La loro performance è stata molto complice

Altri hanno ironizzato sul fatto che per cogliere il momento ai telespettatori sarebbe servito “il binocolo”. Le polemiche si sono moltiplicate nel giro di pochi minuti, alimentando l’idea che la regia avesse scelto una linea precisa. L’episodio, al di là delle intenzioni reali, è diventato rapidamente uno dei temi più discussi della serata. E si sa, la polemica è una delle anime del Festival.

L'energia tra le due era davvero intensa

Intervenute a Rai Radio2 dopo l’esibizione, le due cantanti hanno commentato con leggerezza la reazione del pubblico. Alla domanda se avessero sconvolto i borghesi, hanno risposto sorridendo che soprattutto “le signore in prima fila” sarebbero rimaste colpite.

Il bacio catturato dai fotografi all'interno del teatro Ariston

Nel 2026 dobbiamo ancora provocare, ha spiegato Gaia. In studio le due si sono baciate di nuovo, quasi a ribadire la naturalezza del gesto e a ridimensionare le polemiche. Dal loro punto di vista non ci sarebbe stata alcuna volontà di provocare, ma semplicemente di chiudere la performance in modo coerente con l’energia portata sul palco.

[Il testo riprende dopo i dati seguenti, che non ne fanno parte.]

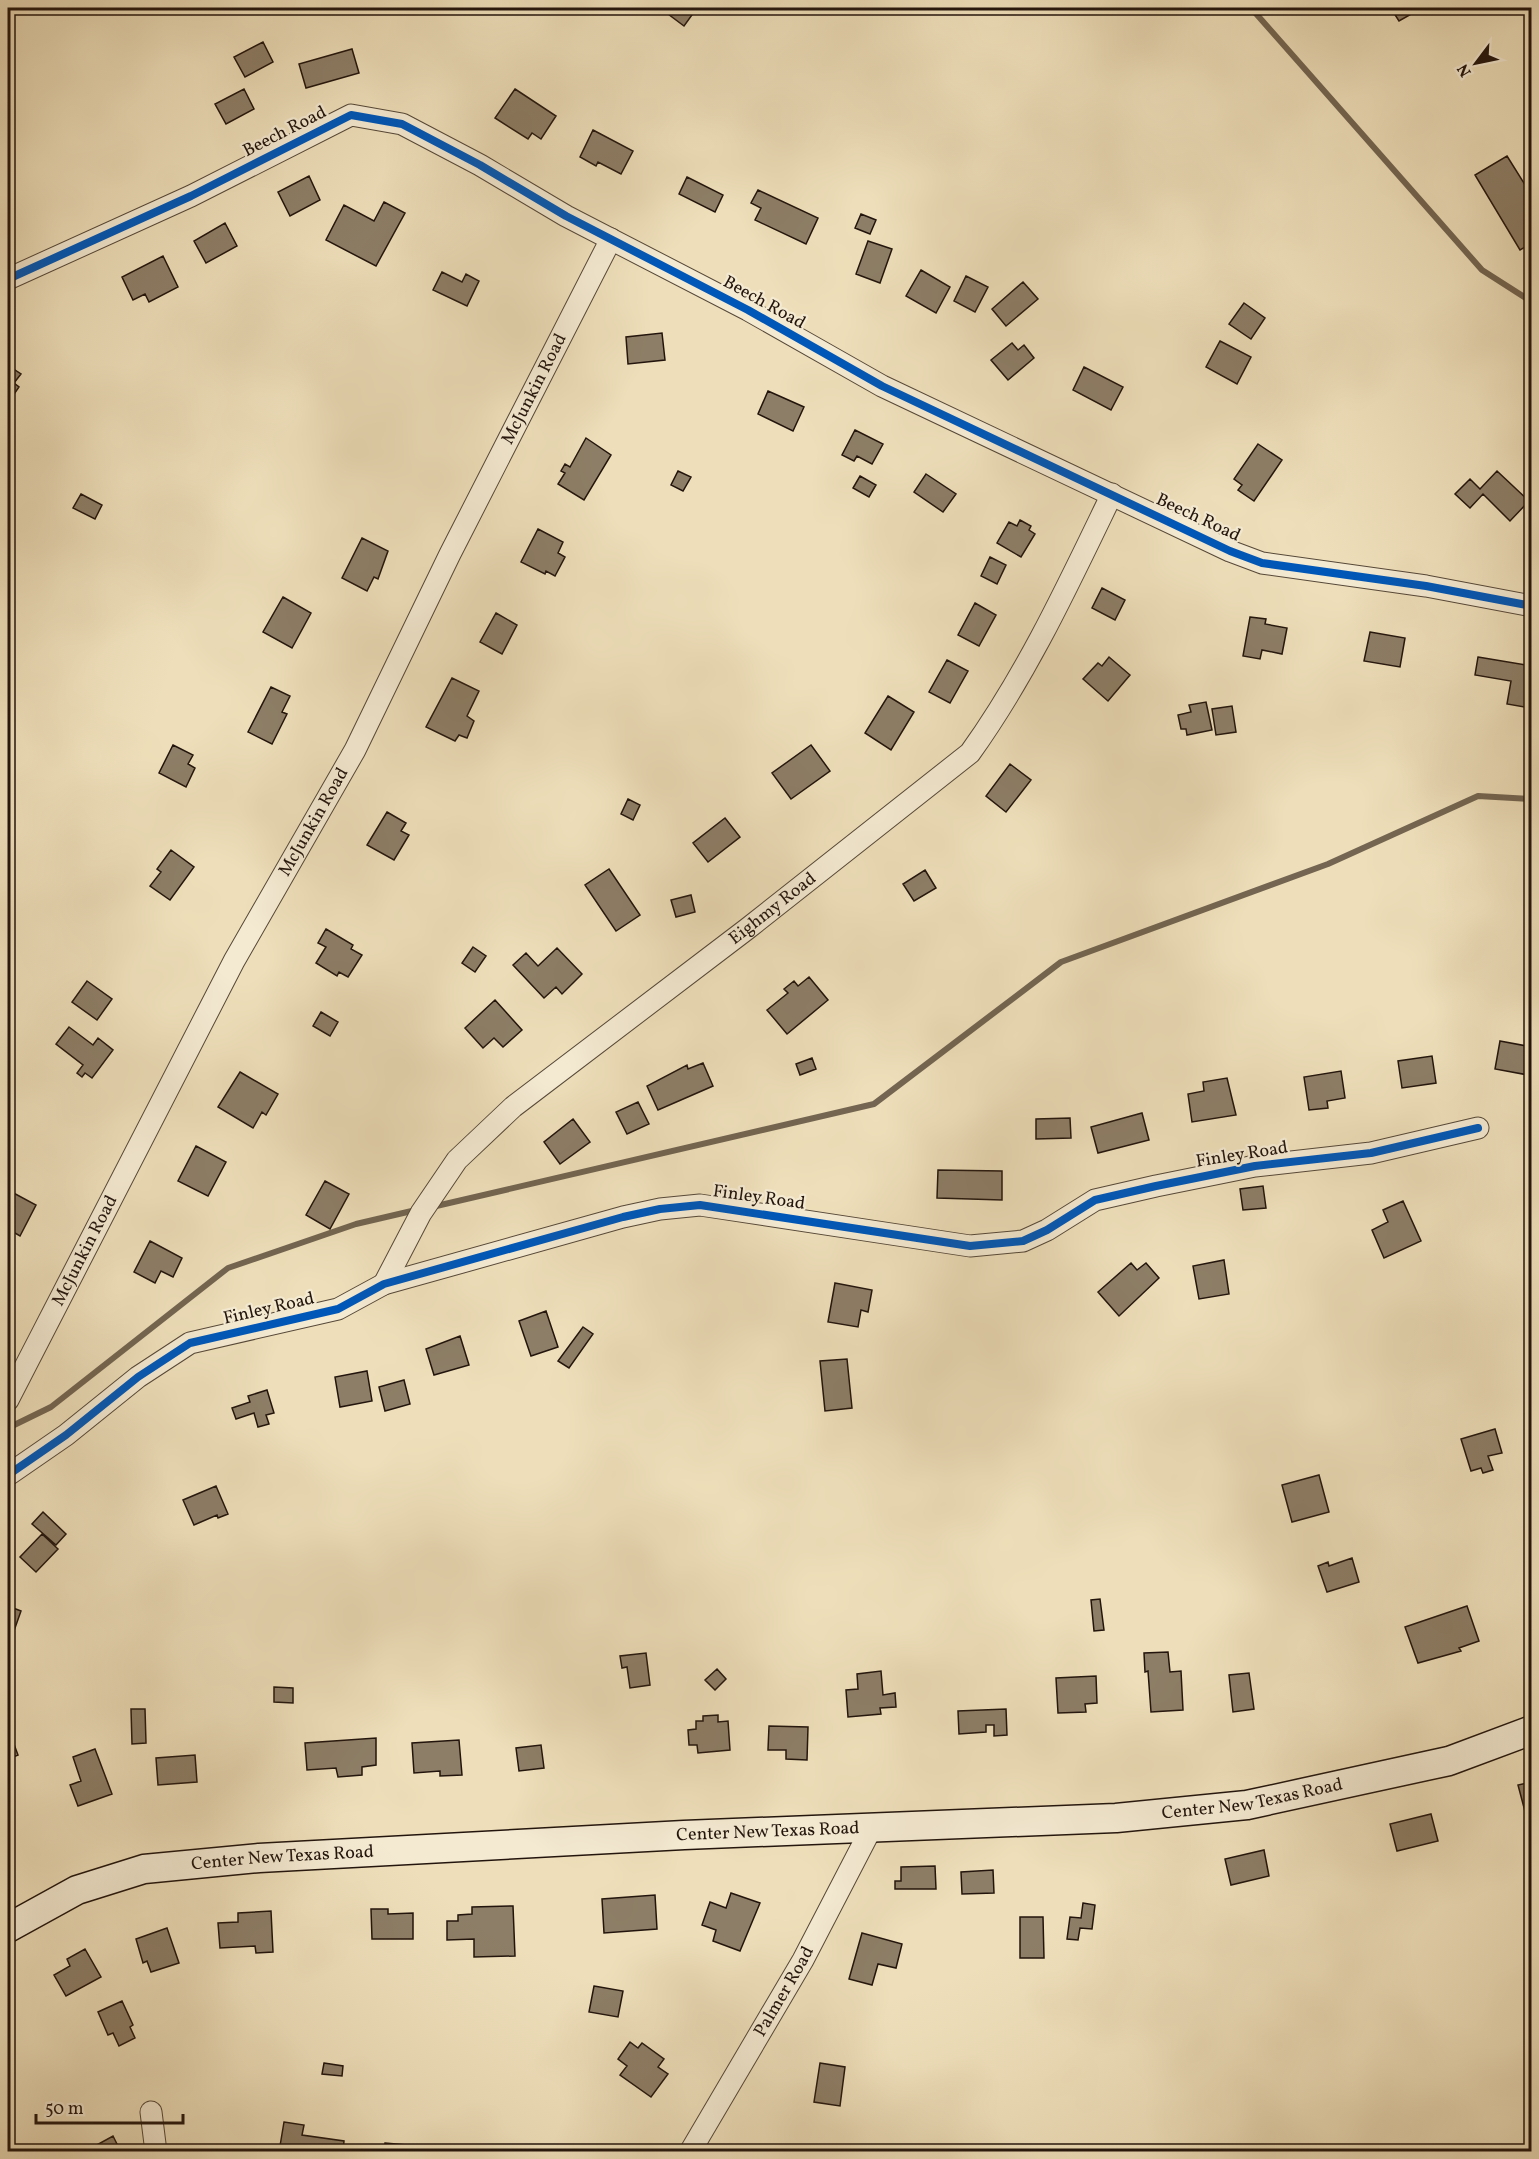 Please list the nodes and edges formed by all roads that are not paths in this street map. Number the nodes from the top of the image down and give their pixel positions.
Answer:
1 (611, 239) junction
2 (8, 279) edge
3 (1112, 494) junction
4 (1532, 606) edge
5 (1478, 1128) dead end
6 (384, 1284) junction
7 (8, 1400) edge
8 (8, 1475) edge
9 (1532, 1730) edge
10 (872, 1827) junction
11 (8, 1928) edge
12 (151, 2112) dead end
13 (156, 2151) edge
14 (690, 2151) edge

1 - 2 street, Beech Road
1 - 3 street, Beech Road
1 - 7 street, McJunkin Road
3 - 4 street, Beech Road
3 - 6 street, Eighmy Road
5 - 6 street, Finley Road
6 - 8 street, Finley Road
9 - 10 street, Center New Texas Road
10 - 11 street, Center New Texas Road
10 - 14 street, Palmer Road
12 - 13 street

Il bacio tra le due alla fine dell'esibizione

A negare con decisione l’ipotesi di censura è stato il regista del Festival, Maurizio Pagnussat, che ha spiegato come l’allargamento dell’inquadratura rientrasse in una dinamica tecnica legata ai tempi televisivi e al cambio di scena: Nessuna censura del bacio tra Levante e Gaia. Mi sarebbe piaciuto riprenderlo se l’avessero fatto un attimo prima, ma c’è un rituale per il cambio di palco”. Secondo la sua versione non ci sarebbe stata alcuna scelta mirata a oscurare il bacio, ma una coincidenza legata alla gestione della diretta. Una spiegazione che non ha del tutto spento le discussioni, ma che ha offerto una lettura alternativa rispetto a quella circolata inizialmente online.

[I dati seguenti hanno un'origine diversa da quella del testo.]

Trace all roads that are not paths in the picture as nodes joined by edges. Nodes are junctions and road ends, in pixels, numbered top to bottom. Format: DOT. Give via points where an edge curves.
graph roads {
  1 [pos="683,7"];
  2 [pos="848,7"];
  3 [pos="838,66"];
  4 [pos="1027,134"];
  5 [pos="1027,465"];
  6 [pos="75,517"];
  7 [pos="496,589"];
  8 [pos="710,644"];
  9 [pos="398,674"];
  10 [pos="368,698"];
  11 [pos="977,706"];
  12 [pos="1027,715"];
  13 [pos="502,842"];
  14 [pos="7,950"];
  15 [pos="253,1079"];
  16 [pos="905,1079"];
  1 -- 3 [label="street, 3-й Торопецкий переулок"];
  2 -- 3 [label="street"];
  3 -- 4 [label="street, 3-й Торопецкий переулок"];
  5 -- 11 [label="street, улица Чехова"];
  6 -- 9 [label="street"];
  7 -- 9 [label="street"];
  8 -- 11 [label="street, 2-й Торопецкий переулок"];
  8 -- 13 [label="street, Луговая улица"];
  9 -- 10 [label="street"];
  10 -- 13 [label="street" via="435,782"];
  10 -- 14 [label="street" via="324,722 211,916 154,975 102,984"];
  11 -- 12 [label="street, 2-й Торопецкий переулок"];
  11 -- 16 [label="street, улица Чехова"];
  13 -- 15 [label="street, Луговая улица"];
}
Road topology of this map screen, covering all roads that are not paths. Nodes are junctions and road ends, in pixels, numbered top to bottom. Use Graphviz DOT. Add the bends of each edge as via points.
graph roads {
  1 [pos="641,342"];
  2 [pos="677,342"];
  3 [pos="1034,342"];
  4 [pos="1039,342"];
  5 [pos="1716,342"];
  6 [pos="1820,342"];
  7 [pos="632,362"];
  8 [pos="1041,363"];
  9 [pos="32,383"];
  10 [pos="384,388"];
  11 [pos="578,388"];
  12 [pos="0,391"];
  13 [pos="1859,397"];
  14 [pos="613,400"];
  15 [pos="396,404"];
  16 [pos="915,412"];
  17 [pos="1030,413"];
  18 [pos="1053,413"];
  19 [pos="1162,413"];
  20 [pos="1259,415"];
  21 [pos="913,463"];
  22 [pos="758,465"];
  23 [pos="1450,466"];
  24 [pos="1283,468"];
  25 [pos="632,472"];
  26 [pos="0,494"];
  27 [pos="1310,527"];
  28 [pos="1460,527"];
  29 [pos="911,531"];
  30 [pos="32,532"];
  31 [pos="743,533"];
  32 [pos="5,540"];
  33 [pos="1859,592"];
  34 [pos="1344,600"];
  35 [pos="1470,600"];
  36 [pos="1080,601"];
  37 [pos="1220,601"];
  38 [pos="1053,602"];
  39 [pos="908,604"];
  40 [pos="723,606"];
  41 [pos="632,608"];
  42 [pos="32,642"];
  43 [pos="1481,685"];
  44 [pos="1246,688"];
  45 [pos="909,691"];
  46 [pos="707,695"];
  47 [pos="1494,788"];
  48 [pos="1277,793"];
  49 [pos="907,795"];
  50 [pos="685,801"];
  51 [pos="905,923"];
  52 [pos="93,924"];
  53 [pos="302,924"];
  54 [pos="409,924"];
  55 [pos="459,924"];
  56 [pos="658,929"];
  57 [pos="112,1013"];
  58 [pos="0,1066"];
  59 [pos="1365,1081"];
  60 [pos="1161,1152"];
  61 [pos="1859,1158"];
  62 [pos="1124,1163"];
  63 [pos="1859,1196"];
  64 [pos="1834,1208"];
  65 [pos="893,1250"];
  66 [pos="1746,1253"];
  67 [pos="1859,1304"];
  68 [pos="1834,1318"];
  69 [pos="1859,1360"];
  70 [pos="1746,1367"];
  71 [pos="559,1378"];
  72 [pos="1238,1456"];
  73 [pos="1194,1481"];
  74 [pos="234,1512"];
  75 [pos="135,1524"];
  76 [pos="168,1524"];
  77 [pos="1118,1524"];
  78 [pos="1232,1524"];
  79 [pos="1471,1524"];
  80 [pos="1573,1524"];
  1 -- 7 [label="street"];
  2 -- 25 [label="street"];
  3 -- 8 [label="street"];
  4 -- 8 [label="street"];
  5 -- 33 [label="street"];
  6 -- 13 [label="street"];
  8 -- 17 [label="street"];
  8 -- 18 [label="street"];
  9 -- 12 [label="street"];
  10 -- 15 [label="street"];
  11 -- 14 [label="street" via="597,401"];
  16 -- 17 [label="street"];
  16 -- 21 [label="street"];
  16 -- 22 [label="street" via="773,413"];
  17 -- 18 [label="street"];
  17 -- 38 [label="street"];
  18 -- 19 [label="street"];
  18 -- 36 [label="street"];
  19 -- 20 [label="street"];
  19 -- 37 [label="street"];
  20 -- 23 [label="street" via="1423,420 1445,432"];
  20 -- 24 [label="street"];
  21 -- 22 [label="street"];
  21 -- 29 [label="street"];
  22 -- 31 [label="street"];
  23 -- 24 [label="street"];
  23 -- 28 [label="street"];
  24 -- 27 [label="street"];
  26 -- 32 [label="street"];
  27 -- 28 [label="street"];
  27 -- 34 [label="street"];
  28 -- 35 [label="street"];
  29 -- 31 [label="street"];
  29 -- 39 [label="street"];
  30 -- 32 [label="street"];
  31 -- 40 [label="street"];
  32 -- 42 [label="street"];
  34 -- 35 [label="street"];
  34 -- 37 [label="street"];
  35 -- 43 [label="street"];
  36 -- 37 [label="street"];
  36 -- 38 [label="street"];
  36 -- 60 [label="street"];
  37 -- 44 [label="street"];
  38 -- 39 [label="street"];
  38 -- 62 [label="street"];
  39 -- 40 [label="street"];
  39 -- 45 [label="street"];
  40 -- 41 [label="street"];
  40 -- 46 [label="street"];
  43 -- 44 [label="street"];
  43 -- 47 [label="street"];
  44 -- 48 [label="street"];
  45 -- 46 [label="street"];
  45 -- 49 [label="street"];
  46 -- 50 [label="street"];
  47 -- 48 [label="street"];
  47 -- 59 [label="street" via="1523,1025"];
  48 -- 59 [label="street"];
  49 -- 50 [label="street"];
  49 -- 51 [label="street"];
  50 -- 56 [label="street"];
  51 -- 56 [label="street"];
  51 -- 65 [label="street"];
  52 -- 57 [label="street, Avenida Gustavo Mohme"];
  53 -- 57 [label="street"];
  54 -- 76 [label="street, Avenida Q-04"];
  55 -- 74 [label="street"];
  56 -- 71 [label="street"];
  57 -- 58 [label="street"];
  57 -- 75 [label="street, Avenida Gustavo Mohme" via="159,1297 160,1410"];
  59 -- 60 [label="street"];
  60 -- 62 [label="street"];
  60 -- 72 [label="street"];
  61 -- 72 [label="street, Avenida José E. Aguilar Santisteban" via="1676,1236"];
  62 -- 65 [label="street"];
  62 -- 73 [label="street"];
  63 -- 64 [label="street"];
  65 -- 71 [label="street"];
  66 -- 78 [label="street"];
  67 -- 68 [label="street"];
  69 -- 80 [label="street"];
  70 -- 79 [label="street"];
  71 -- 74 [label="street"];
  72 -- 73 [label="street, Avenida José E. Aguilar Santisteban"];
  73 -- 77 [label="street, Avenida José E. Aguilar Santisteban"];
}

In questo frame il bacio come è stato inquadrato dalla Rai e visto in tv dagli italiani

Tra i commenti più condivisi c’è stato quello di Selvaggia Lucarelli – nome di peso dei media e del giornalismo italiano – che sui social ha ironizzato: “Beh in effetti censurando un bacio tra due donne ci riporterete tutti ad arrivare vergini al matrimonio e a fare sei figli di cui tre si arruoleranno nell’esercito e tre - le femmine - in cucina col grembiule griffato ‘cibo italiano patrimonio UNESCO’. Che poi il bacio tra donne ha smesso di scandalizzare qualche anno fa, non l’avrebbe ca**to nessuno. Così, in compenso, ne parlano tutti. Geniale”. Un intervento che ha incassato decine di migliaia di reazioni positive in poche ore e ha contribuito ad amplificare ulteriormente la risonanza mediatica dell’episodio.